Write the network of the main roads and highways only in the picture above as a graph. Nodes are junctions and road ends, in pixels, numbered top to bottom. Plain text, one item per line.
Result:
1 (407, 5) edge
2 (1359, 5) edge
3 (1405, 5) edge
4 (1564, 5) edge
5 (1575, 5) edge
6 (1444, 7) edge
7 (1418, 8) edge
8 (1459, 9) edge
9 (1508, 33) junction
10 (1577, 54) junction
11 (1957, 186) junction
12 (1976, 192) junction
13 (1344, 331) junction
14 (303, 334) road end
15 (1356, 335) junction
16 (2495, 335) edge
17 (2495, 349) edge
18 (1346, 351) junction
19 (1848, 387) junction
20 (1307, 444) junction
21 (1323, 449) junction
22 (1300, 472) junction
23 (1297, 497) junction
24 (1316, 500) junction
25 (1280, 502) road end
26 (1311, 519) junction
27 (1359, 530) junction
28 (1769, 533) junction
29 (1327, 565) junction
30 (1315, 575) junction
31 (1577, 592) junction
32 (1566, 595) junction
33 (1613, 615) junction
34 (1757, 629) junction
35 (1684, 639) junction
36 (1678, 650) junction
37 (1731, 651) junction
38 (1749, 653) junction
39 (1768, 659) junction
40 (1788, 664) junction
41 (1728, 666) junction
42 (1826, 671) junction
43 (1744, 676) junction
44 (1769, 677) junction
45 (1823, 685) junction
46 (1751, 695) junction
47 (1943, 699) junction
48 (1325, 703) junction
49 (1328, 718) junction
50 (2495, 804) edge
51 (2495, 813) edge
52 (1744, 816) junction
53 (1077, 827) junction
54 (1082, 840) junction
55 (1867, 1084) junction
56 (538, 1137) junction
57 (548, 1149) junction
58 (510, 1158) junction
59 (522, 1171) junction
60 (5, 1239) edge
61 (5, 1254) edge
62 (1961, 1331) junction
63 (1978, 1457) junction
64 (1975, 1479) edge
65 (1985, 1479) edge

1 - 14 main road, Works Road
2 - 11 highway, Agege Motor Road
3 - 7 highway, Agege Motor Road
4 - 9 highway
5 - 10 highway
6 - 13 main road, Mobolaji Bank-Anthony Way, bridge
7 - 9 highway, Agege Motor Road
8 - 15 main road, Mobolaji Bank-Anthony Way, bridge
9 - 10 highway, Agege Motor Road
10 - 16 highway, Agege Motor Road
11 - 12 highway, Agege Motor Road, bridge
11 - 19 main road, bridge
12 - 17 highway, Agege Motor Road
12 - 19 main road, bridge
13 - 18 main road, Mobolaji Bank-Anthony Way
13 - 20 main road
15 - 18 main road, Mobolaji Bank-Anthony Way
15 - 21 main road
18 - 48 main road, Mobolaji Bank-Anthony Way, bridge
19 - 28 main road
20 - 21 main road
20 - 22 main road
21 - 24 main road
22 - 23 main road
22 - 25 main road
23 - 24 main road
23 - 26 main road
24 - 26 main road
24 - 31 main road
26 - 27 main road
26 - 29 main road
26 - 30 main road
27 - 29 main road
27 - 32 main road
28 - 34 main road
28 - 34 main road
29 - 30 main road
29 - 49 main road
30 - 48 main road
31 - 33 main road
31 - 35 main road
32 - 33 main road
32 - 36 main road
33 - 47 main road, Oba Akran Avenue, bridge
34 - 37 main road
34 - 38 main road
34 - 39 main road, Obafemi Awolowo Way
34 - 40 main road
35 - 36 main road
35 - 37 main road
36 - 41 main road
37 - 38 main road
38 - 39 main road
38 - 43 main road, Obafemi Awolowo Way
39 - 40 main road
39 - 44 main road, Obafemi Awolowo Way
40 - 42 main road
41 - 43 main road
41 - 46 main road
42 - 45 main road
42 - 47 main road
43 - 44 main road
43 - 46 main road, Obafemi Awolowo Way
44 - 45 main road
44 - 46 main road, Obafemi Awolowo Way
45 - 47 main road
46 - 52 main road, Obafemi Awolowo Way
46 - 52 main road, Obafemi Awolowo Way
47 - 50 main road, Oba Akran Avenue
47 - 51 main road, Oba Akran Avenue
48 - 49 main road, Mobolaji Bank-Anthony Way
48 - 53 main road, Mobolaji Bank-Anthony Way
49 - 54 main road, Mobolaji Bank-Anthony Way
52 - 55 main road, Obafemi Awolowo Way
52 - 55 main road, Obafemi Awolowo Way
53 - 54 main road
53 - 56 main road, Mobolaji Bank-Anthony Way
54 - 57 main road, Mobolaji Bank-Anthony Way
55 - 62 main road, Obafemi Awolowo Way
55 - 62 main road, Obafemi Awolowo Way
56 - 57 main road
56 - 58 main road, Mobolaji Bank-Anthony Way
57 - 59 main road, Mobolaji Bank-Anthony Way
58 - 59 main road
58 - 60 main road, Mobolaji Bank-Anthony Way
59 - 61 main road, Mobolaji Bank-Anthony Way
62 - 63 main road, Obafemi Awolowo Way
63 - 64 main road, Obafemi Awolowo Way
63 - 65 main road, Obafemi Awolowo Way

_Exercise description:_
Give the number of lines above that hold the word "bridge", and nothing more.

_Problem solution:_
7